DAQ Support: Writing Raw Data to Tape

All raw data from the experimental physics detectors goes through a number of steps to reach permanent storage on tape:
  1. The DAQ system assembles events and writes them into a raw data file on a local staging area.  This area is large enough to hold a minimum of 24 hours of high rate running.
  2. A script on the DAQ system periodically calls the jmirror Jasmine client to copy the data from the hall system to the data center file system.  There are currently 2 possible staging destinations: (1) flash storage on a special SSD file server, or (2) the large Lustre file system.
  3. Jasmine "file fairy" servers run on the special SSD file server and also on six gateway hosts, and will coordinate their work to pull files from the halls' local disks via direct socket communication with the jasmine clients.  For the SSD server, the files are then deposited on the local SSDs; for the 6 DAQ gateway nodes, the files are written to a special area in Lustre.  The SSD server has dual 40g Ethernet ports and can support the full DAQ rates of all four halls.  The older DAQ gateway nodes have 10g ports, but collectively they too can support the full data rates.
  4. Note: the file fairies do impose per hall data transfer rates averaged over a running widow of 4 hours.  Thus, if a hall suddenly issues a request to move 2 days worth of data, it might take over a day to accomplish this task (so don't allow too much data to pile up in the counting house).
  5. Starting in Sept 2018, the SSD server is the "normal" staging area.  It has adequate bandwidth to take the data from all 4 halls concurrently, and serve the data out to multiple tape driver servers ("datamovers") to support 2 simultaneous copies (raw and rawdup) for all data.  This file server, however, can only buffer data for a few hours, so if the tape library is down, it will quickly fill.

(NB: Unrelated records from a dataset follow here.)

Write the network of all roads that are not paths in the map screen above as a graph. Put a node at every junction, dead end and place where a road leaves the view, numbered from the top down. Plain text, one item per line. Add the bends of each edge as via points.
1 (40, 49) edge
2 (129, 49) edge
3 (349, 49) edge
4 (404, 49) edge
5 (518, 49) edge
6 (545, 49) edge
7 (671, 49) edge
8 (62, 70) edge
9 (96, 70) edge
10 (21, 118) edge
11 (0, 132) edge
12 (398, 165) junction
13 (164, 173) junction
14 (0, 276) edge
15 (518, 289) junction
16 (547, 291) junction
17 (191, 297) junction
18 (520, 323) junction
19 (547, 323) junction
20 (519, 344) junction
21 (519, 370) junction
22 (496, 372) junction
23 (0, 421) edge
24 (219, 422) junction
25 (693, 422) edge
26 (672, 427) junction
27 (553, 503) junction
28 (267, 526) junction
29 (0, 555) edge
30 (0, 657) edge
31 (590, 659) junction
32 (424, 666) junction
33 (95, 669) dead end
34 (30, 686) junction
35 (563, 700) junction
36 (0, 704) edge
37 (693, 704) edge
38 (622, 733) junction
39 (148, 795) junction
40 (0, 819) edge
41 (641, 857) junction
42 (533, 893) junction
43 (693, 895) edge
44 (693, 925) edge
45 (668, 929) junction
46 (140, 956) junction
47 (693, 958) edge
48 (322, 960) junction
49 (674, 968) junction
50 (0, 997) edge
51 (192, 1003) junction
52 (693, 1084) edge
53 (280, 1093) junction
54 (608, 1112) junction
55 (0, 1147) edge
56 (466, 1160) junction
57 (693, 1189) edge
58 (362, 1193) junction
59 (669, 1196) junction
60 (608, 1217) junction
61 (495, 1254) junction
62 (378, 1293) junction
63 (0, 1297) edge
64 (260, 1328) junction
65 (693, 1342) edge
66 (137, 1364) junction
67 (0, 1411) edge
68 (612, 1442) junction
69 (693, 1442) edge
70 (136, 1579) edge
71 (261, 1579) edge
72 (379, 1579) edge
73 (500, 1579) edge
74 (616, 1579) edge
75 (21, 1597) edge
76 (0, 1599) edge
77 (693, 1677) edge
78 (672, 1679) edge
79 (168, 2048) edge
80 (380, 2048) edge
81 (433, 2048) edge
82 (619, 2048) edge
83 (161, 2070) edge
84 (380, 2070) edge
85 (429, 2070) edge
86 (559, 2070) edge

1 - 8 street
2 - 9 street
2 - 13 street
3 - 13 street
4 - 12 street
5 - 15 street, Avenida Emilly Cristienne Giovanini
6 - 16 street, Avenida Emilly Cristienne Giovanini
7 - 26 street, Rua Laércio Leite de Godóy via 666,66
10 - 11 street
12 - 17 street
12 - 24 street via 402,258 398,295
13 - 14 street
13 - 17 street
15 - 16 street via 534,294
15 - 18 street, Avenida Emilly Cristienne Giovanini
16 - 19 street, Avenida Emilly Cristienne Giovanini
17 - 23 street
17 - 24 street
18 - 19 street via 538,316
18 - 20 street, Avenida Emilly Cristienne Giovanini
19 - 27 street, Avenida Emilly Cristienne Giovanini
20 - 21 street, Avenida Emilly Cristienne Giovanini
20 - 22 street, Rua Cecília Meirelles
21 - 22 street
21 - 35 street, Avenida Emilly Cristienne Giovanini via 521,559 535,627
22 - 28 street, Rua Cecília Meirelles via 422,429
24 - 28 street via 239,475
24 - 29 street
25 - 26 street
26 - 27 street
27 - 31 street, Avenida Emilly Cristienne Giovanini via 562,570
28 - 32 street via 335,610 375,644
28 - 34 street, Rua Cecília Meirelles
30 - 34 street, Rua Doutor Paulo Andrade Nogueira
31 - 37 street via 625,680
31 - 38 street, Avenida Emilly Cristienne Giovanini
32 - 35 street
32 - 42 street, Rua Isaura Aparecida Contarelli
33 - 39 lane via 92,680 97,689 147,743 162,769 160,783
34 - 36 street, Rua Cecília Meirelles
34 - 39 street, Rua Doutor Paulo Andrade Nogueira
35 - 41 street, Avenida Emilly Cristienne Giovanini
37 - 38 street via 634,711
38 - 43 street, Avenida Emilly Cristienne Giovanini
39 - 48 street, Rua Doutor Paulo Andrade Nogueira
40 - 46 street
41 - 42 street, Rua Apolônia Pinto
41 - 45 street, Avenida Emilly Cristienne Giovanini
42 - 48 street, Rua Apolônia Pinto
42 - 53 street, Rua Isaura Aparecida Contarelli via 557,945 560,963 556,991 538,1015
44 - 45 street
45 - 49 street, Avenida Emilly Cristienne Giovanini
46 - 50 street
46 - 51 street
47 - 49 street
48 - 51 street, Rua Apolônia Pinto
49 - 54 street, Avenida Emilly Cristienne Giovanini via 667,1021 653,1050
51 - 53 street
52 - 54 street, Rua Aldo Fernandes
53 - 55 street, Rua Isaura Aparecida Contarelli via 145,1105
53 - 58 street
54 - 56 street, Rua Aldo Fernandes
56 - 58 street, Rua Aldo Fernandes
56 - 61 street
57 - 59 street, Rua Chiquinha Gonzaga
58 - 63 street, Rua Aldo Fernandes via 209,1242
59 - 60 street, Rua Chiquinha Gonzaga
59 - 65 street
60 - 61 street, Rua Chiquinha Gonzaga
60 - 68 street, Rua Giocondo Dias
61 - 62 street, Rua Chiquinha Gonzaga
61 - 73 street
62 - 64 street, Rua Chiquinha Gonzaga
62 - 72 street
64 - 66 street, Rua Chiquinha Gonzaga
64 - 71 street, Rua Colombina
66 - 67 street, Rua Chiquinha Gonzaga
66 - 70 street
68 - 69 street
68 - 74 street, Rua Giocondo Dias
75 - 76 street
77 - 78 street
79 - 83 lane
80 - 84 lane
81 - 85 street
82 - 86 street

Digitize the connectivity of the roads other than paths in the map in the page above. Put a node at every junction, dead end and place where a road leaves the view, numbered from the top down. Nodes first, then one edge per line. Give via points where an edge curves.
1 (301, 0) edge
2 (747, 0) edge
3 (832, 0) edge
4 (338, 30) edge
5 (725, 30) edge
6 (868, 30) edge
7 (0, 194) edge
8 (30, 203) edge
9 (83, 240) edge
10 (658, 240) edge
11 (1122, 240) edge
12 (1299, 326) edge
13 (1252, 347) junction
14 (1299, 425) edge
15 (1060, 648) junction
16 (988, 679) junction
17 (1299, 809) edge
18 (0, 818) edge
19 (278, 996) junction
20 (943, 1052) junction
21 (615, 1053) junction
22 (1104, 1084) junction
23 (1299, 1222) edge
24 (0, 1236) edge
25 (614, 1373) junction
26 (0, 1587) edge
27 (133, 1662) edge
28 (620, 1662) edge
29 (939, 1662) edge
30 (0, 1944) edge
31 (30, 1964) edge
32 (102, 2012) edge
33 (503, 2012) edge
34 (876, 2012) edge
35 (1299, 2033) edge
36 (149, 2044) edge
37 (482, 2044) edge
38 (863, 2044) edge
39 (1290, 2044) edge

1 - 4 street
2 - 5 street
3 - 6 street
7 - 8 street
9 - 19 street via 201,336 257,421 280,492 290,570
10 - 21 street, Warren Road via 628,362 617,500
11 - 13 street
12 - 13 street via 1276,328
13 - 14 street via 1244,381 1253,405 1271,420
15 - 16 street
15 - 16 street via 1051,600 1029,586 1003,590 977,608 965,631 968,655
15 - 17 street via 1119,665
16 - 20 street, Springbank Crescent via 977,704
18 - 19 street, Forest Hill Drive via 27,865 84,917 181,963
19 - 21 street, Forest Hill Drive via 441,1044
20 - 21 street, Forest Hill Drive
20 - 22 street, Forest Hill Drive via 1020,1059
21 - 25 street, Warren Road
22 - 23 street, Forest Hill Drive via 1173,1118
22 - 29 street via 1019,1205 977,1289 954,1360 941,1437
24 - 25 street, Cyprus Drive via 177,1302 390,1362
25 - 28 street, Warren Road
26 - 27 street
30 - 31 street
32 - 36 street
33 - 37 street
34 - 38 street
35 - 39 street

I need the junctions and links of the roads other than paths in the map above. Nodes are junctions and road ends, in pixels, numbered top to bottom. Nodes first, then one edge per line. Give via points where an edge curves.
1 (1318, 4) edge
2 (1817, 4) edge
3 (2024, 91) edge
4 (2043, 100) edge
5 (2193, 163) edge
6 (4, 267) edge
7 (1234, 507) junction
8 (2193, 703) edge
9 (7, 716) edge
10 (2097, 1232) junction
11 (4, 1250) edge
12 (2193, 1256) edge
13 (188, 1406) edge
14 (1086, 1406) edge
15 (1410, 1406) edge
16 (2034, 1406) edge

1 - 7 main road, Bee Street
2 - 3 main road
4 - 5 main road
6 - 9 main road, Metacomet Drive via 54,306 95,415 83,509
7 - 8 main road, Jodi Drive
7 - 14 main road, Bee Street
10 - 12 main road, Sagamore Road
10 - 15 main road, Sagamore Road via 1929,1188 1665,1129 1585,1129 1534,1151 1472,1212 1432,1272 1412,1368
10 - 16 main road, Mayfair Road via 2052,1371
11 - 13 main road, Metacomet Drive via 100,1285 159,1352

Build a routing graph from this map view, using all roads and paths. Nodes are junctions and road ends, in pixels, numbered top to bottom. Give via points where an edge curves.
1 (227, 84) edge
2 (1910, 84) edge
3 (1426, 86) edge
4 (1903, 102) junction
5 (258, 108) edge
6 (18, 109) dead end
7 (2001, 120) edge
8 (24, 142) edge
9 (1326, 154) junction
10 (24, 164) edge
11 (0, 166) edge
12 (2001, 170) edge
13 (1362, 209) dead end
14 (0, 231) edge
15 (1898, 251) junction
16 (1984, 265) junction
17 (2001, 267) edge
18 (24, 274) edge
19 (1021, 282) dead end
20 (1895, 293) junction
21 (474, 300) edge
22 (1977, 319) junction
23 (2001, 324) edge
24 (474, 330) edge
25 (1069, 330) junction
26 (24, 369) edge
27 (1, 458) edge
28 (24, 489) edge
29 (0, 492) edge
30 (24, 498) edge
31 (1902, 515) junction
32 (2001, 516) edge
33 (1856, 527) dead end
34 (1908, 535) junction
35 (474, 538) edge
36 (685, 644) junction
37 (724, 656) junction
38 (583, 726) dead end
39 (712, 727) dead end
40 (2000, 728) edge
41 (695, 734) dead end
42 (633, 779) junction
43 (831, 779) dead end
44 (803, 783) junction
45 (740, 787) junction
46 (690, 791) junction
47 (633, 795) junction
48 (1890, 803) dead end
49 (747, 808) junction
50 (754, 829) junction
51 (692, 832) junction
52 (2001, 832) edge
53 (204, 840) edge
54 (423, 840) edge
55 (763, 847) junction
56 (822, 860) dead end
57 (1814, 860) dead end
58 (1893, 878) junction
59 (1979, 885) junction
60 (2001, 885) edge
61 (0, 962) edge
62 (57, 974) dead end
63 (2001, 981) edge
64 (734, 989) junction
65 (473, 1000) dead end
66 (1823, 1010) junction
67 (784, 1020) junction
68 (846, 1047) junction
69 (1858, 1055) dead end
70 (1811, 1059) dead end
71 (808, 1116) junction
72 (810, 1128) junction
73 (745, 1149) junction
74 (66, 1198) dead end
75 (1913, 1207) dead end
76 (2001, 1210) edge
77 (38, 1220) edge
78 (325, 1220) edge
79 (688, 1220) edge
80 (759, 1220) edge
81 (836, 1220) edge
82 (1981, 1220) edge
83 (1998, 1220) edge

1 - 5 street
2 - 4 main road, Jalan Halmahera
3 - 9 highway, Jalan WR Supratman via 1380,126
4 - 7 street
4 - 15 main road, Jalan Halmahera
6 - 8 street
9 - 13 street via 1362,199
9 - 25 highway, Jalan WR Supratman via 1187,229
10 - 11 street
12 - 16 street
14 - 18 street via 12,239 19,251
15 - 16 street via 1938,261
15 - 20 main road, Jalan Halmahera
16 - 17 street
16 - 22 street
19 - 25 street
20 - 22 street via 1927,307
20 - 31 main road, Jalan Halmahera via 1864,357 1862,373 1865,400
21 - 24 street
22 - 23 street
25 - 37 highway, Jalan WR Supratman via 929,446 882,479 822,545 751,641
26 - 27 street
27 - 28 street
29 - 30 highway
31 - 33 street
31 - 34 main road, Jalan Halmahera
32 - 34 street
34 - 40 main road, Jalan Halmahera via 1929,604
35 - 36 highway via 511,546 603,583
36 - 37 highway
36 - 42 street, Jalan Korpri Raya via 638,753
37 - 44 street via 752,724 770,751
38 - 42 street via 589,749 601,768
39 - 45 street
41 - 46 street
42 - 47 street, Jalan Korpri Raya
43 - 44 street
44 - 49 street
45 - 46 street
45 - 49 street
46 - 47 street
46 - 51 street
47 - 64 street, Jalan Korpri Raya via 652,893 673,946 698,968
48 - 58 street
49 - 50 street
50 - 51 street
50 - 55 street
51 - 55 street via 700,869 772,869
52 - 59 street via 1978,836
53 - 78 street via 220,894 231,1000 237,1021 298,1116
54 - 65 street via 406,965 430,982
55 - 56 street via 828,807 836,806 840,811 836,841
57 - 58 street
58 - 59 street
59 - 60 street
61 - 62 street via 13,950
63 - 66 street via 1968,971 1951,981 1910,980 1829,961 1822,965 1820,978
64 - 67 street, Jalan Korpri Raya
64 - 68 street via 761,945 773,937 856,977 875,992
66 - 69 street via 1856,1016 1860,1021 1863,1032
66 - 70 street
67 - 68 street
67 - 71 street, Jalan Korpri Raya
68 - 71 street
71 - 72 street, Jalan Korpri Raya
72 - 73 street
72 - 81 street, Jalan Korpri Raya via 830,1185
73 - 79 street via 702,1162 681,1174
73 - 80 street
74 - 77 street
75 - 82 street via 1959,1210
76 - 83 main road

The secondary staging area, Lustre, is large enough to hold data for multiple weeks. 
  6. Using Lustre has a impact on the performance of offline computing, and so if the tape library goes down and the SSDs fill, no data will be pulled by the file fairies from the halls for up to 24 hours. I.e. each hall will buffer its own data locally for up to 24 hours, and this "local buffering" mode is normal, and serves to protect offline computing, at least temporarily.  After 24 hours, if the tape library is still down and the SSDs still full (or the SSD file server is offline), the other file fairies will take over, in a "buffer to Lustre" mode until the problems are resolved.
  7. Once a file has been staged in the Data Center (on either SSD or Lustre), it immediately becomes eligible for writing to tape.  Because hall raw data has highest scheduling priority, it will almost always move to tape very quickly.  The tape drive scheduler will initially allocate one drive per hall when raw data starts arriving (the operations team can adjust the number of drives allocated to raw data).  One drive is capable of streaming compressed data to tape at 360 MB/s (raw copy) and 130 MB/s to LTO-5 and > 150 MB/s to LTO-6 (raw dup data).  If the hall writes data to the data center staging area faster than one drive can sustain, and the backlog exceeds the capacity of 1 tape (LTO-5 and LTO-6) or 2 TB (LTO-8), then a second drive will be activated.  This process continues up to an operator imposed limit on the total number of drives. 
  8. Once a file is written to tape (2 copies, raw and raw-dup), the file is removed from the staging area.  A small percentage of the data can be left behind in Lustre for quick turnaround for analysis jobs.  The selection of files to keep is programmable by a regular expression matching the file name, with total data cached limited by the halls disk quota on Lustre.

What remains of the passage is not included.